(Source records begins)

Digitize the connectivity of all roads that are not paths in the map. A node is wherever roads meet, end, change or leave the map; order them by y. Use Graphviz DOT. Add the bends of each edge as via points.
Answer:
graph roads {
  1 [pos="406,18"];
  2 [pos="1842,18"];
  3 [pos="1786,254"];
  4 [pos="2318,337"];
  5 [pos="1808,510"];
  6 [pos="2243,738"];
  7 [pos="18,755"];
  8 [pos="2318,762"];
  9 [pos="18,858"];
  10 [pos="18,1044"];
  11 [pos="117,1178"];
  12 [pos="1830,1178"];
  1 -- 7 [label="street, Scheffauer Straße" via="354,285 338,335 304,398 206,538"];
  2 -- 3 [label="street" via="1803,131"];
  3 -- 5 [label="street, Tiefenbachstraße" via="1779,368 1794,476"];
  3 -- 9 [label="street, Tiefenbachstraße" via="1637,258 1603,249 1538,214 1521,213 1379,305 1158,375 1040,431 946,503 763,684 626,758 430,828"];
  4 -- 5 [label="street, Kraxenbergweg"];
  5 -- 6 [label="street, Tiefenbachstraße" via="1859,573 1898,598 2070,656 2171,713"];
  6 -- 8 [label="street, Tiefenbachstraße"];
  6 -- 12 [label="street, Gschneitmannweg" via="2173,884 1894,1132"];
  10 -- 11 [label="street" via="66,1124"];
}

(Source records ends)

▶ [Aim of the exercise] Using the listing above, print every entry verbatim.

▶ [Response to the task]
Digitize the connectivity of all roads that are not paths in the map. A node is wherever roads meet, end, change or leave the map; order them by y. Use Graphviz DOT. Add the bends of each edge as via points.
Answer:
graph roads {
  1 [pos="406,18"];
  2 [pos="1842,18"];
  3 [pos="1786,254"];
  4 [pos="2318,337"];
  5 [pos="1808,510"];
  6 [pos="2243,738"];
  7 [pos="18,755"];
  8 [pos="2318,762"];
  9 [pos="18,858"];
  10 [pos="18,1044"];
  11 [pos="117,1178"];
  12 [pos="1830,1178"];
  1 -- 7 [label="street, Scheffauer Straße" via="354,285 338,335 304,398 206,538"];
  2 -- 3 [label="street" via="1803,131"];
  3 -- 5 [label="street, Tiefenbachstraße" via="1779,368 1794,476"];
  3 -- 9 [label="street, Tiefenbachstraße" via="1637,258 1603,249 1538,214 1521,213 1379,305 1158,375 1040,431 946,503 763,684 626,758 430,828"];
  4 -- 5 [label="street, Kraxenbergweg"];
  5 -- 6 [label="street, Tiefenbachstraße" via="1859,573 1898,598 2070,656 2171,713"];
  6 -- 8 [label="street, Tiefenbachstraße"];
  6 -- 12 [label="street, Gschneitmannweg" via="2173,884 1894,1132"];
  10 -- 11 [label="street" via="66,1124"];
}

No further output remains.